On August 8, 2008 while the 2008 Beijing Olympics were officially being inaugurated, fighting intensified between the Georgian and Russian military on the outskirts of Tskhinvali, the capital of the breakaway region of South Ossetia. Earlier in the week, Georgia and the South Ossetian separatist government had concluded a truce after an outbreak of fighting for which each side blamed the other. The conflict has now escalated into war, with Russian forces bombing Georgia, and many dead.
Background
South Ossetia is a region in the Southern Caucasus, formerly the South Ossetian Autonomous Oblast within the Georgian Soviet Socialist Republic of the USSR, and currently a breakaway republic within Georgia. The South Ossetia region consists of a checkerboard of Georgian-inhabited and Ossetian-inhabited towns and villages. The largely Ossetian capital city of Tskhinvali and most of the other Ossetian-inhabited communities are governed by the separatist government, while the Georgian-inhabited villages and towns are administered by the Georgian government.
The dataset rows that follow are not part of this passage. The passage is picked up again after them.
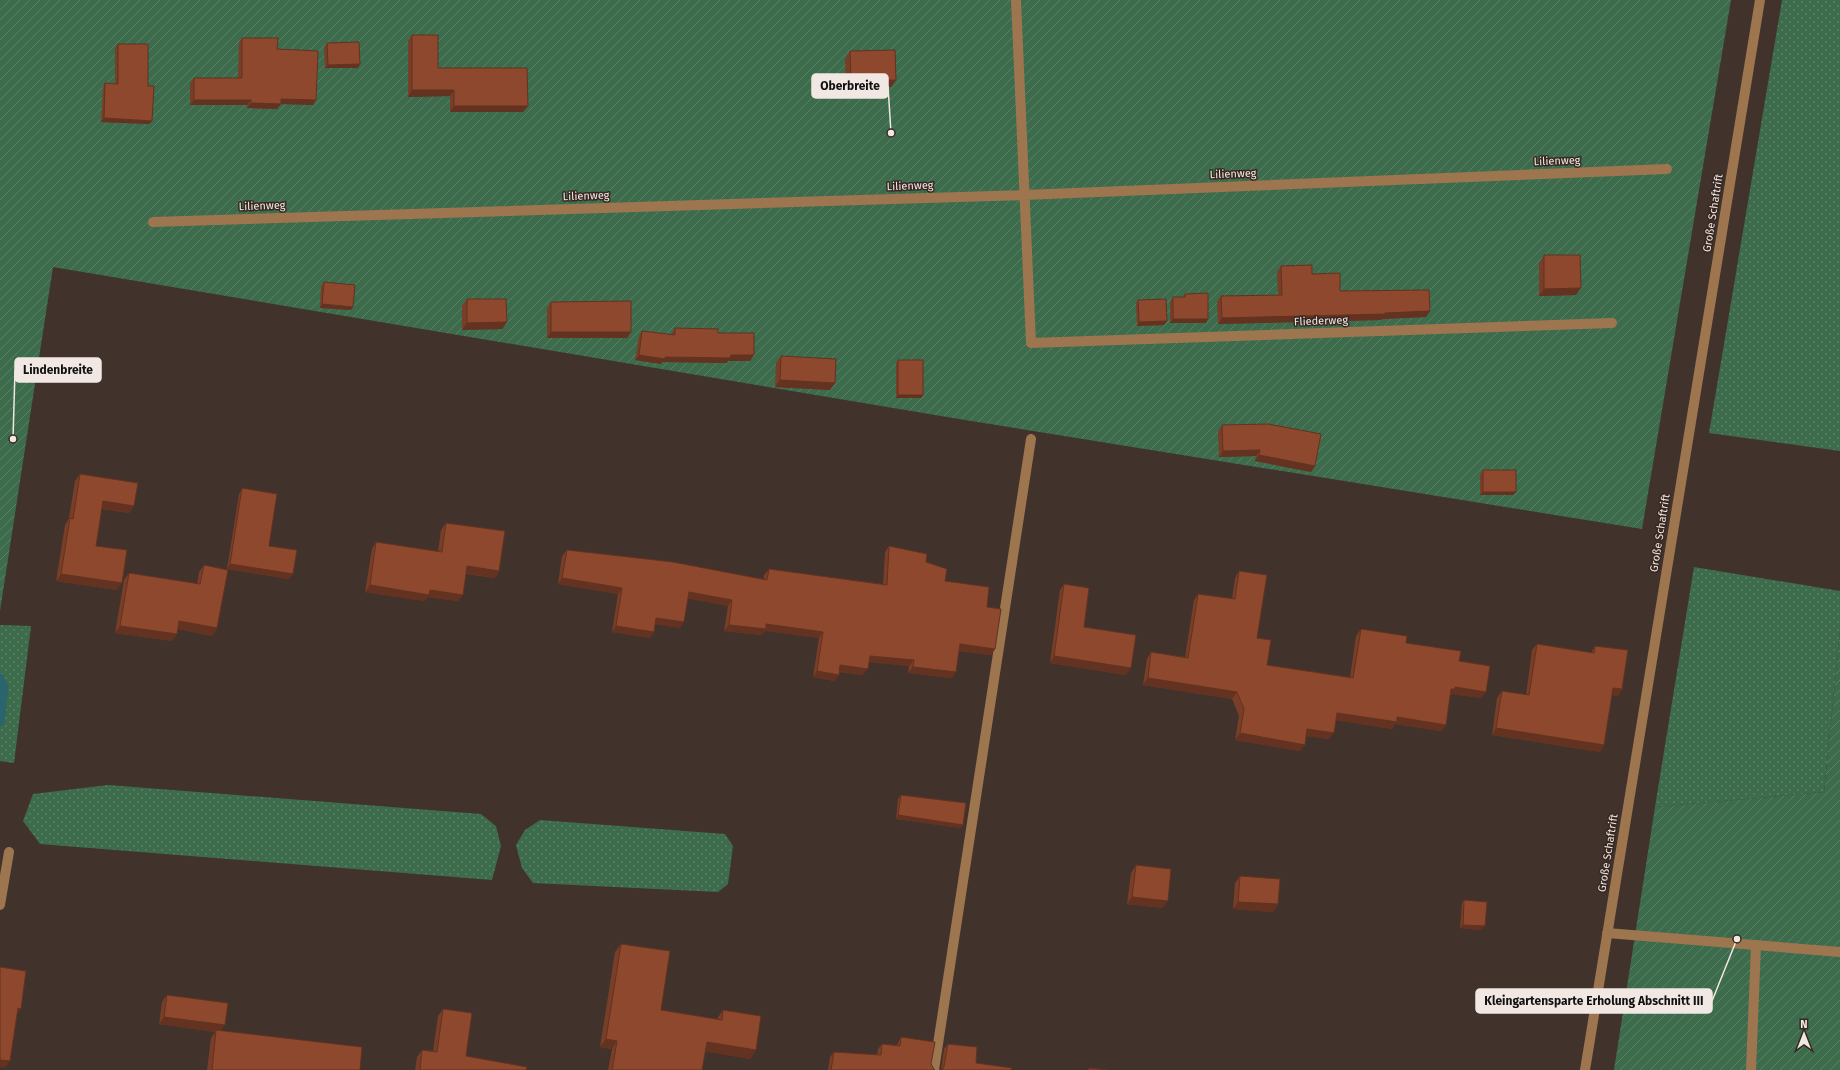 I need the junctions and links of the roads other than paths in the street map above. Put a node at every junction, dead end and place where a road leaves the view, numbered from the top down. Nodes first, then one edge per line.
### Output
1 (1016, 0) edge
2 (1760, 0) edge
3 (1666, 169) dead end
4 (1024, 195) junction
5 (153, 222) dead end
6 (1612, 323) dead end
7 (1031, 439) dead end
8 (9, 852) dead end
9 (0, 905) edge
10 (1607, 933) junction
11 (1756, 945) junction
12 (1840, 952) edge
13 (934, 1070) edge
14 (1585, 1070) edge
15 (1751, 1070) edge

1 - 4 street
2 - 10 street, Große Schaftrift
3 - 4 street, Lilienweg
4 - 5 street, Lilienweg
4 - 6 street, Fliederweg
7 - 13 street
8 - 9 street
10 - 11 street
10 - 14 street, Große Schaftrift
11 - 12 street
11 - 15 street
This close proximity and the intermixing of the two communities has made the conflict in South Ossetia particularly dangerous, since any attempt to create an ethnically pure territory would involve population transfers on a large scale.
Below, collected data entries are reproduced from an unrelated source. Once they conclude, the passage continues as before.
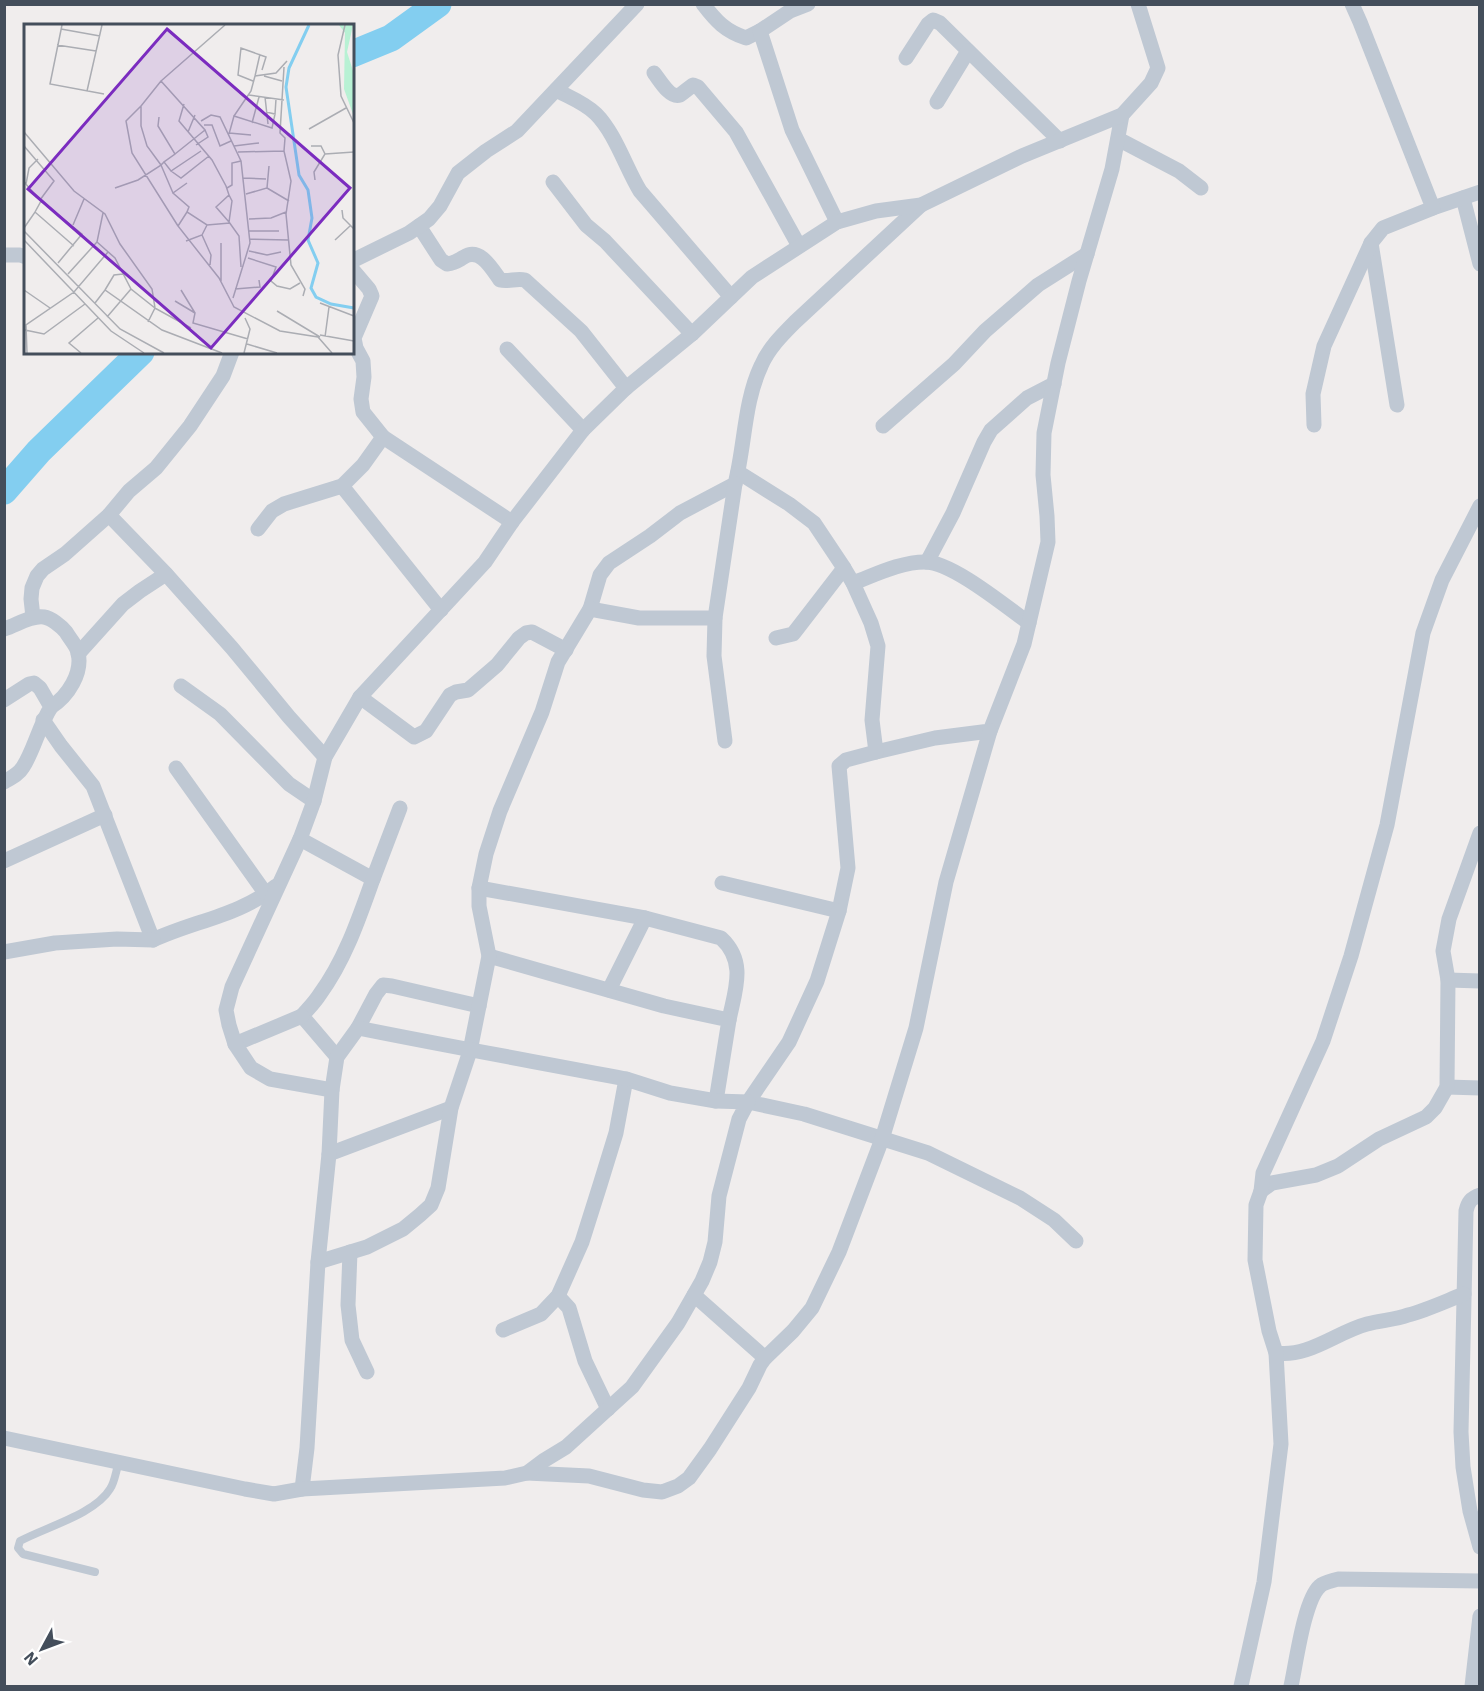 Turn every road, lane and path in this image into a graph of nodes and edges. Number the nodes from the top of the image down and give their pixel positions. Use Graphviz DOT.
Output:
graph roads {
  1 [pos="637,4"];
  2 [pos="703,4"];
  3 [pos="808,4"];
  4 [pos="1138,4"];
  5 [pos="1352,4"];
  6 [pos="760,31"];
  7 [pos="968,51"];
  8 [pos="906,58"];
  9 [pos="654,73"];
  10 [pos="556,90"];
  11 [pos="937,102"];
  12 [pos="1122,115"];
  13 [pos="1118,139"];
  14 [pos="1060,141"];
  15 [pos="553,182"];
  16 [pos="1201,188"];
  17 [pos="1479,192"];
  18 [pos="1463,198"];
  19 [pos="921,205"];
  20 [pos="1434,208"];
  21 [pos="837,222"];
  22 [pos="419,226"];
  23 [pos="1371,243"];
  24 [pos="799,246"];
  25 [pos="1087,254"];
  26 [pos="4,255"];
  27 [pos="24,256"];
  28 [pos="354,260"];
  29 [pos="1479,264"];
  30 [pos="354,271"];
  31 [pos="730,297"];
  32 [pos="692,334"];
  33 [pos="354,338"];
  34 [pos="354,338"];
  35 [pos="507,349"];
  36 [pos="231,354"];
  37 [pos="1054,384"];
  38 [pos="626,388"];
  39 [pos="1397,405"];
  40 [pos="1314,425"];
  41 [pos="883,426"];
  42 [pos="583,430"];
  43 [pos="383,437"];
  44 [pos="737,478"];
  45 [pos="342,486"];
  46 [pos="1479,506"];
  47 [pos="110,515"];
  48 [pos="512,522"];
  49 [pos="258,529"];
  50 [pos="927,562"];
  51 [pos="844,568"];
  52 [pos="166,574"];
  53 [pos="853,583"];
  54 [pos="590,609"];
  55 [pos="441,610"];
  56 [pos="33,617"];
  57 [pos="715,618"];
  58 [pos="1029,623"];
  59 [pos="4,629"];
  60 [pos="776,638"];
  61 [pos="566,650"];
  62 [pos="78,654"];
  63 [pos="181,686"];
  64 [pos="360,697"];
  65 [pos="4,700"];
  66 [pos="47,713"];
  67 [pos="990,731"];
  68 [pos="725,741"];
  69 [pos="876,752"];
  70 [pos="325,757"];
  71 [pos="176,768"];
  72 [pos="4,782"];
  73 [pos="314,801"];
  74 [pos="400,808"];
  75 [pos="105,815"];
  76 [pos="1479,833"];
  77 [pos="300,839"];
  78 [pos="4,861"];
  79 [pos="373,879"];
  80 [pos="722,883"];
  81 [pos="279,884"];
  82 [pos="479,888"];
  83 [pos="266,894"];
  84 [pos="839,911"];
  85 [pos="645,918"];
  86 [pos="153,940"];
  87 [pos="4,952"];
  88 [pos="489,956"];
  89 [pos="1448,980"];
  90 [pos="1479,981"];
  91 [pos="609,990"];
  92 [pos="479,1006"];
  93 [pos="302,1016"];
  94 [pos="729,1020"];
  95 [pos="358,1028"];
  96 [pos="235,1044"];
  97 [pos="470,1051"];
  98 [pos="337,1057"];
  99 [pos="626,1079"];
  100 [pos="1447,1087"];
  101 [pos="1479,1088"];
  102 [pos="332,1090"];
  103 [pos="716,1101"];
  104 [pos="748,1102"];
  105 [pos="451,1108"];
  106 [pos="882,1139"];
  107 [pos="329,1154"];
  108 [pos="1260,1191"];
  109 [pos="1479,1195"];
  110 [pos="1076,1240"];
  111 [pos="350,1252"];
  112 [pos="318,1262"];
  113 [pos="1464,1294"];
  114 [pos="694,1295"];
  115 [pos="558,1296"];
  116 [pos="503,1330"];
  117 [pos="1276,1353"];
  118 [pos="765,1358"];
  119 [pos="367,1372"];
  120 [pos="608,1409"];
  121 [pos="4,1438"];
  122 [pos="119,1462"];
  123 [pos="527,1473"];
  124 [pos="302,1489"];
  125 [pos="1479,1546"];
  126 [pos="95,1572"];
  127 [pos="1479,1581"];
  128 [pos="1479,1616"];
  129 [pos="1475,1682"];
  130 [pos="1241,1686"];
  131 [pos="1292,1686"];
  1 -- 10 [label="street"];
  2 -- 6 [label="street"];
  3 -- 6 [label="street"];
  4 -- 12 [label="street"];
  5 -- 20 [label="street"];
  6 -- 21 [label="street"];
  7 -- 8 [label="street"];
  7 -- 11 [label="street"];
  7 -- 14 [label="street"];
  9 -- 24 [label="street"];
  10 -- 22 [label="street"];
  10 -- 31 [label="street"];
  12 -- 13 [label="street"];
  12 -- 14 [label="street"];
  13 -- 16 [label="street"];
  13 -- 25 [label="street"];
  14 -- 19 [label="street"];
  15 -- 32 [label="street"];
  17 -- 18 [label="street"];
  18 -- 20 [label="street"];
  18 -- 29 [label="street"];
  19 -- 21 [label="street"];
  19 -- 44 [label="street"];
  20 -- 23 [label="street"];
  21 -- 24 [label="street"];
  22 -- 28 [label="street"];
  22 -- 38 [label="street"];
  23 -- 39 [label="street"];
  23 -- 40 [label="street"];
  24 -- 31 [label="street"];
  25 -- 37 [label="street"];
  25 -- 41 [label="street"];
  26 -- 27 [label="street"];
  30 -- 34 [label="street"];
  31 -- 32 [label="street"];
  32 -- 38 [label="street"];
  33 -- 43 [label="street"];
  35 -- 42 [label="street"];
  36 -- 47 [label="street"];
  37 -- 50 [label="street"];
  37 -- 58 [label="street"];
  38 -- 42 [label="street"];
  42 -- 48 [label="street"];
  43 -- 45 [label="street"];
  43 -- 48 [label="street"];
  44 -- 51 [label="street"];
  44 -- 54 [label="street"];
  44 -- 57 [label="street"];
  45 -- 49 [label="street"];
  45 -- 55 [label="street"];
  46 -- 108 [label="street"];
  47 -- 52 [label="street"];
  47 -- 56 [label="street"];
  48 -- 55 [label="street"];
  50 -- 53 [label="street"];
  50 -- 58 [label="street"];
  51 -- 53 [label="street"];
  51 -- 60 [label="street"];
  52 -- 62 [label="street"];
  52 -- 70 [label="street"];
  53 -- 69 [label="street"];
  54 -- 57 [label="street"];
  54 -- 61 [label="street"];
  55 -- 64 [label="street"];
  56 -- 59 [label="street"];
  56 -- 62 [label="street"];
  57 -- 68 [label="street"];
  58 -- 67 [label="street"];
  61 -- 64 [label="street"];
  61 -- 82 [label="street"];
  62 -- 66 [label="street"];
  63 -- 73 [label="street"];
  64 -- 70 [label="street"];
  65 -- 66 [label="street"];
  66 -- 72 [label="street"];
  66 -- 75 [label="street"];
  67 -- 69 [label="street"];
  67 -- 106 [label="street"];
  69 -- 84 [label="street"];
  70 -- 73 [label="street"];
  71 -- 83 [label="street"];
  73 -- 77 [label="street"];
  74 -- 79 [label="street"];
  75 -- 78 [label="street"];
  75 -- 86 [label="street"];
  76 -- 89 [label="street"];
  77 -- 79 [label="street"];
  77 -- 81 [label="street"];
  79 -- 93 [label="street"];
  80 -- 84 [label="street"];
  81 -- 83 [label="street"];
  81 -- 96 [label="street"];
  82 -- 85 [label="street"];
  82 -- 88 [label="street"];
  83 -- 86 [label="street"];
  84 -- 104 [label="street"];
  85 -- 91 [label="street"];
  85 -- 94 [label="street"];
  86 -- 87 [label="street"];
  88 -- 91 [label="street"];
  88 -- 92 [label="street"];
  89 -- 90 [label="street"];
  89 -- 100 [label="street"];
  91 -- 94 [label="street"];
  92 -- 95 [label="street"];
  92 -- 97 [label="street"];
  93 -- 96 [label="street"];
  93 -- 98 [label="street"];
  94 -- 103 [label="street"];
  95 -- 97 [label="street"];
  95 -- 98 [label="street"];
  96 -- 102 [label="street"];
  97 -- 99 [label="street"];
  97 -- 105 [label="street"];
  98 -- 102 [label="street"];
  99 -- 103 [label="street"];
  99 -- 115 [label="street"];
  100 -- 101 [label="street"];
  100 -- 108 [label="street"];
  102 -- 107 [label="street"];
  103 -- 104 [label="street"];
  104 -- 106 [label="street"];
  104 -- 114 [label="street"];
  105 -- 107 [label="street"];
  105 -- 111 [label="street"];
  106 -- 110 [label="street"];
  106 -- 118 [label="street"];
  107 -- 112 [label="street"];
  108 -- 117 [label="street"];
  109 -- 113 [label="street"];
  111 -- 112 [label="street"];
  111 -- 119 [label="street"];
  112 -- 124 [label="street"];
  113 -- 117 [label="street"];
  113 -- 125 [label="street"];
  114 -- 118 [label="street"];
  114 -- 120 [label="street"];
  115 -- 116 [label="street"];
  115 -- 120 [label="street"];
  117 -- 130 [label="street"];
  118 -- 123 [label="street"];
  120 -- 123 [label="street"];
  121 -- 122 [label="street"];
  122 -- 124 [label="street"];
  122 -- 126 [label="lane"];
  123 -- 124 [label="street"];
  127 -- 131 [label="street"];
  128 -- 129 [label="street"];
}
Violent conflict broke out towards the end of 1991 during which approximately 1,000 died and about 100,000 ethnic Ossetians fled the territory and Georgia proper, most across the border into North Ossetia. A further 23,000 ethnic Georgians fled South Ossetia and settled in other parts of Georgia. Currently, South Ossetia has an estimated population of 70,000 people.
The de facto independent republic governed by the secessionist government held a second independence referendum on November 12, 2006, after its first referendum in 1992 was not recognized by the international community as valid. According to the Tskhinvali election authorities, the referendum turned out a majority for independence from Georgia where 99% of South Ossetian voters supported independence and the turnout for the vote was 95%, but again it was not considered valid internationally given the lack of ethnic Georgian participation and the legality of such referendum without recognition from the central government in Tbilisi.
On July 13, 2007, Georgia set up a state commission to develop South Ossetia’s autonomous status within the Georgian state. According to the Georgian officials, the status will be elaborated within the framework of “an all-inclusive dialogue” with all the forces and communities within the Ossetian society.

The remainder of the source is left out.